→ Exercise directions
A single number is the whole answer: the tally of lines in the data below that include the word "Mapo".
BEGIN Task material
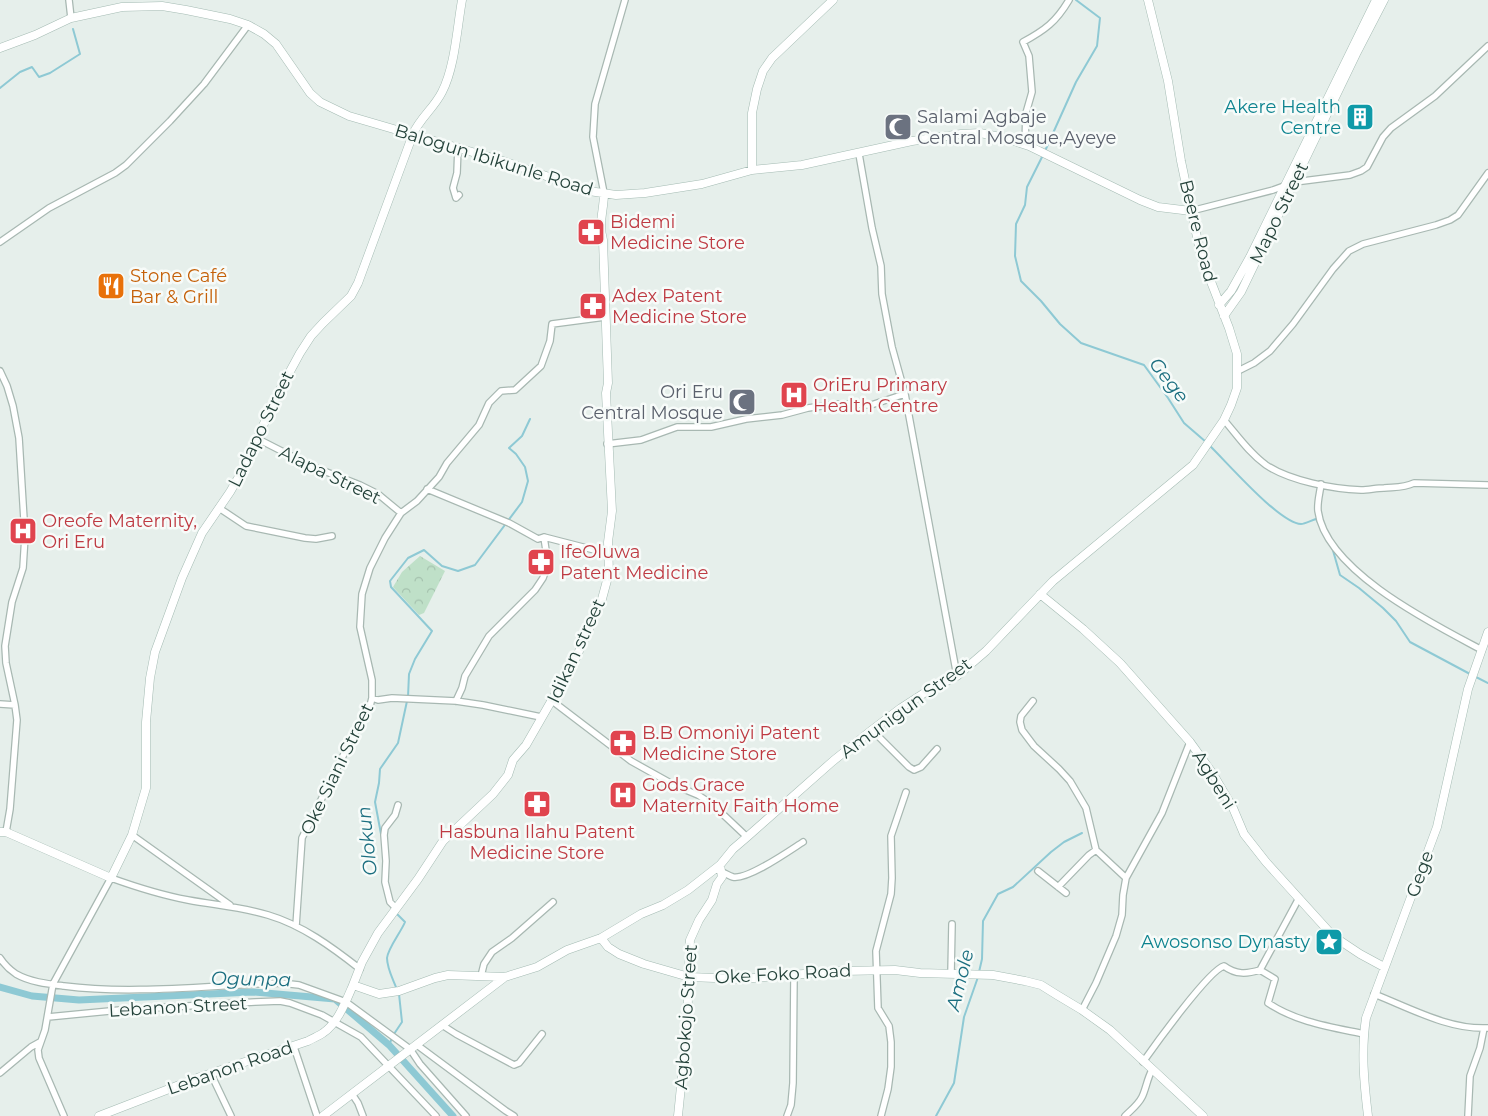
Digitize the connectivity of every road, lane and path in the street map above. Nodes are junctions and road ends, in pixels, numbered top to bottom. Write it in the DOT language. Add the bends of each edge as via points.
graph roads {
  1 [pos="69,0"];
  2 [pos="462,0"];
  3 [pos="625,0"];
  4 [pos="832,0"];
  5 [pos="1069,0"];
  6 [pos="1148,0"];
  7 [pos="1384,0"];
  8 [pos="1376,5"];
  9 [pos="72,18"];
  10 [pos="248,25"];
  11 [pos="1488,46"];
  12 [pos="0,48"];
  13 [pos="412,134"];
  14 [pos="1027,145"];
  15 [pos="458,147"];
  16 [pos="852,153"];
  17 [pos="752,170"];
  18 [pos="1488,173"];
  19 [pos="1295,182"];
  20 [pos="1286,185"];
  21 [pos="604,193"];
  22 [pos="459,195"];
  23 [pos="1191,210"];
  24 [pos="0,242"];
  25 [pos="1219,304"];
  26 [pos="1224,316"];
  27 [pos="605,317"];
  28 [pos="0,371"];
  29 [pos="1238,371"];
  30 [pos="905,394"];
  31 [pos="1224,420"];
  32 [pos="258,439"];
  33 [pos="607,444"];
  34 [pos="1202,452"];
  35 [pos="1321,484"];
  36 [pos="1488,485"];
  37 [pos="427,489"];
  38 [pos="219,508"];
  39 [pos="401,513"];
  40 [pos="332,536"];
  41 [pos="544,537"];
  42 [pos="610,554"];
  43 [pos="1040,594"];
  44 [pos="1487,637"];
  45 [pos="1482,650"];
  46 [pos="957,676"];
  47 [pos="372,698"];
  48 [pos="552,700"];
  49 [pos="456,701"];
  50 [pos="1033,701"];
  51 [pos="0,704"];
  52 [pos="15,704"];
  53 [pos="541,716"];
  54 [pos="872,730"];
  55 [pos="1190,742"];
  56 [pos="938,749"];
  57 [pos="906,792"];
  58 [pos="398,805"];
  59 [pos="3,832"];
  60 [pos="132,835"];
  61 [pos="747,837"];
  62 [pos="803,842"];
  63 [pos="1096,850"];
  64 [pos="721,868"];
  65 [pos="1038,870"];
  66 [pos="111,878"];
  67 [pos="1126,878"];
  68 [pos="1058,887"];
  69 [pos="1066,893"];
  70 [pos="1299,898"];
  71 [pos="553,902"];
  72 [pos="233,907"];
  73 [pos="395,910"];
  74 [pos="952,924"];
  75 [pos="296,926"];
  76 [pos="601,938"];
  77 [pos="0,958"];
  78 [pos="1384,967"];
  79 [pos="360,969"];
  80 [pos="876,970"];
  81 [pos="1260,970"];
  82 [pos="951,973"];
  83 [pos="794,975"];
  84 [pos="481,976"];
  85 [pos="505,976"];
  86 [pos="689,976"];
  87 [pos="353,985"];
  88 [pos="53,987"];
  89 [pos="1374,994"];
  90 [pos="346,1002"];
  91 [pos="1082,1010"];
  92 [pos="48,1014"];
  93 [pos="335,1019"];
  94 [pos="442,1025"];
  95 [pos="1486,1028"];
  96 [pos="542,1034"];
  97 [pos="1364,1034"];
  98 [pos="40,1042"];
  99 [pos="294,1047"];
  100 [pos="410,1049"];
  101 [pos="1143,1062"];
  102 [pos="390,1064"];
  103 [pos="1152,1070"];
  104 [pos="0,1073"];
  105 [pos="211,1074"];
  106 [pos="352,1094"];
  107 [pos="64,1116"];
  108 [pos="99,1116"];
  109 [pos="230,1116"];
  110 [pos="317,1116"];
  111 [pos="323,1116"];
  112 [pos="363,1116"];
  113 [pos="436,1116"];
  114 [pos="466,1116"];
  115 [pos="514,1116"];
  116 [pos="678,1116"];
  117 [pos="787,1116"];
  118 [pos="881,1116"];
  119 [pos="1124,1116"];
  120 [pos="1203,1116"];
  121 [pos="1368,1116"];
  122 [pos="1468,1116"];
  1 -- 9 [label="street"];
  2 -- 13 [label="street, Ladapo Street" via="449,76 436,103"];
  3 -- 21 [label="street" via="596,104 593,137"];
  4 -- 17 [label="street" via="772,58 763,71 752,113"];
  5 -- 14 [label="street" via="1047,28 1024,42 1029,56 1032,92 1026,113"];
  6 -- 23 [label="street, Beere Road" via="1168,81"];
  7 -- 8 [label="street, Mapo Street"];
  8 -- 19 [label="street, Mapo Street"];
  8 -- 20 [label="street, Mapo Street"];
  9 -- 10 [label="street, Balogun Ibikunle Road" via="122,7 162,6"];
  9 -- 12 [label="street, Balogun Ibikunle Road"];
  10 -- 13 [label="street, Balogun Ibikunle Road" via="276,44 310,93 320,102 349,116"];
  10 -- 24 [label="street" via="204,84 126,165 49,208"];
  11 -- 19 [label="street" via="1435,96 1391,128 1367,167 1350,175"];
  13 -- 15 [label="street, Balogun Ibikunle Road"];
  13 -- 32 [label="street, Ladapo Street" via="358,283 351,296 322,323 300,353 275,398"];
  14 -- 16 [label="street, Balogun Ibikunle Road" via="980,133 912,141"];
  14 -- 23 [label="street, Balogun Ibikunle Road" via="1140,200 1158,207"];
  15 -- 21 [label="street, Balogun Ibikunle Road" via="589,191"];
  15 -- 22 [label="street" via="453,188 456,198"];
  16 -- 17 [label="street, Balogun Ibikunle Road" via="802,165"];
  16 -- 30 [label="street" via="859,154 863,169 881,266 882,294"];
  17 -- 21 [label="street, Balogun Ibikunle Road" via="670,190 616,195"];
  18 -- 29 [label="street" via="1458,215 1450,220 1362,244 1349,251 1270,351"];
  19 -- 20 [label="street"];
  19 -- 26 [label="street, Mapo Street" via="1241,292"];
  20 -- 23 [label="street"];
  20 -- 25 [label="street, Mapo Street" via="1240,277"];
  21 -- 27 [label="street, Idikan street" via="600,222"];
  23 -- 25 [label="street, Beere Road" via="1201,256"];
  25 -- 26 [label="street, Beere Road"];
  26 -- 29 [label="street, Beere Road" via="1237,354"];
  27 -- 33 [label="street, Idikan street"];
  27 -- 37 [label="street, Oke Siani Street" via="552,324 541,366 515,390 501,391 489,403 479,425 447,463 440,477"];
  28 -- 52 [label="street" via="13,406 19,438 24,528 23,568 12,602 5,646"];
  29 -- 31 [label="street, Beere Road" via="1237,388"];
  30 -- 33 [label="street" via="870,405 836,404 711,426 677,427 641,440"];
  30 -- 46 [label="street"];
  31 -- 34 [label="street, Beere Road"];
  31 -- 35 [label="street" via="1266,465 1286,475"];
  32 -- 38 [label="street, Ladapo Street"];
  32 -- 39 [label="street, Alapa Street" via="378,494"];
  33 -- 42 [label="street, Idikan street" via="612,511 608,542"];
  34 -- 43 [label="street, Amunigun Street" via="1193,465 1101,539"];
  35 -- 36 [label="street" via="1363,490 1406,487 1414,483"];
  35 -- 45 [label="street" via="1320,520 1330,541 1346,562 1360,576 1401,604"];
  37 -- 39 [label="street, Oke Siani Street"];
  37 -- 41 [label="street" via="538,539"];
  38 -- 40 [label="street" via="246,526 305,538"];
  38 -- 60 [label="street, Ladapo Street" via="202,533 182,578 155,652 147,700 146,788"];
  39 -- 47 [label="street, Oke Siani Street" via="370,568 362,594 360,627 372,680"];
  41 -- 42 [label="street"];
  41 -- 49 [label="street" via="548,564 544,578 489,636 465,676"];
  42 -- 48 [label="street, Idikan street" via="610,573 602,599 576,658"];
  43 -- 46 [label="street, Amunigun Street" via="986,651"];
  43 -- 55 [label="street, Agbeni" via="1120,663"];
  44 -- 45 [label="street, Gege"];
  45 -- 78 [label="street, Gege" via="1468,689 1437,827"];
  46 -- 54 [label="street, Amunigun Street" via="929,690"];
  47 -- 49 [label="street"];
  47 -- 75 [label="street, Oke Siani Street" via="302,838"];
  48 -- 53 [label="street, Idikan street"];
  48 -- 61 [label="street" via="630,761 712,804"];
  49 -- 53 [label="street"];
  50 -- 63 [label="street" via="1021,716 1022,730 1070,781 1086,808"];
  51 -- 52 [label="street"];
  52 -- 59 [label="street" via="17,720"];
  53 -- 73 [label="street, Idikan street" via="522,751 513,760 508,775 477,811 443,841"];
  54 -- 56 [label="street" via="914,770"];
  54 -- 61 [label="street, Amunigun Street"];
  55 -- 67 [label="street" via="1162,813"];
  55 -- 70 [label="street, Agbeni" via="1233,808 1244,834"];
  57 -- 80 [label="street" via="891,836 891,894 876,951"];
  58 -- 73 [label="street" via="384,835 385,882"];
  59 -- 66 [label="street"];
  60 -- 66 [label="street, Ladapo Street"];
  60 -- 72 [label="street"];
  61 -- 64 [label="street, Amunigun Street"];
  62 -- 64 [label="street" via="748,873 733,877"];
  63 -- 67 [label="street"];
  63 -- 68 [label="street"];
  64 -- 76 [label="street, Amunigun Street" via="663,905"];
  64 -- 86 [label="street, Agbokojo Street" via="722,877 690,940"];
  65 -- 68 [label="street"];
  66 -- 72 [label="street" via="160,894"];
  66 -- 88 [label="street"];
  67 -- 91 [label="street" via="1116,936"];
  68 -- 69 [label="street"];
  70 -- 78 [label="street, Agbeni" via="1333,936"];
  70 -- 81 [label="street"];
  71 -- 84 [label="street" via="492,952"];
  72 -- 75 [label="street" via="269,915"];
  73 -- 79 [label="street, Idikan street" via="378,933"];
  74 -- 82 [label="street"];
  75 -- 79 [label="street"];
  76 -- 85 [label="street, Amunigun Street" via="567,950 536,967"];
  76 -- 86 [label="street, Oke Foko Road" via="620,954"];
  77 -- 88 [label="street" via="16,974"];
  78 -- 89 [label="street, Gege"];
  79 -- 87 [label="street, Idikan street"];
  80 -- 82 [label="street, Oke Foko Road"];
  80 -- 83 [label="street, Oke Foko Road"];
  80 -- 118 [label="street" via="878,1008 889,1026 891,1042 890,1074"];
  81 -- 97 [label="street" via="1275,978 1268,1003 1294,1016"];
  81 -- 101 [label="street" via="1246,974 1224,966 1219,968"];
  82 -- 91 [label="street, Oke Foko Road" via="1025,980"];
  83 -- 86 [label="street, Oke Foko Road" via="741,979"];
  83 -- 117 [label="street" via="794,1083"];
  84 -- 85 [label="street, Amunigun Street"];
  84 -- 87 [label="street, Amunigun Street" via="448,975 379,994"];
  85 -- 94 [label="street"];
  86 -- 116 [label="street, Agbokojo Street"];
  87 -- 90 [label="street"];
  88 -- 90 [label="street" via="108,990 281,983 299,985"];
  88 -- 92 [label="street"];
  89 -- 95 [label="street" via="1435,1018 1462,1026"];
  89 -- 97 [label="street, Gege"];
  90 -- 93 [label="street, Lebanon Road"];
  90 -- 100 [label="street"];
  91 -- 101 [label="street" via="1110,1030"];
  92 -- 93 [label="street, Lebanon Street" via="280,1001"];
  92 -- 98 [label="street"];
  93 -- 99 [label="street, Lebanon Road" via="324,1032"];
  93 -- 102 [label="street, Lebanon Street"];
  94 -- 96 [label="street" via="514,1065"];
  94 -- 100 [label="street"];
  95 -- 122 [label="street" via="1470,1076"];
  97 -- 121 [label="street, Gege" via="1363,1069"];
  98 -- 104 [label="street"];
  98 -- 107 [label="street" via="39,1058"];
  99 -- 105 [label="street, Lebanon Road"];
  99 -- 110 [label="street"];
  100 -- 102 [label="street"];
  100 -- 114 [label="street"];
  100 -- 115 [label="street"];
  101 -- 103 [label="street"];
  102 -- 106 [label="street"];
  102 -- 113 [label="street"];
  103 -- 119 [label="street" via="1143,1096"];
  103 -- 120 [label="street"];
  105 -- 108 [label="street, Lebanon Road"];
  105 -- 109 [label="street"];
  106 -- 111 [label="street"];
  106 -- 112 [label="street"];
}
END Task material
→ Result of this exercise
5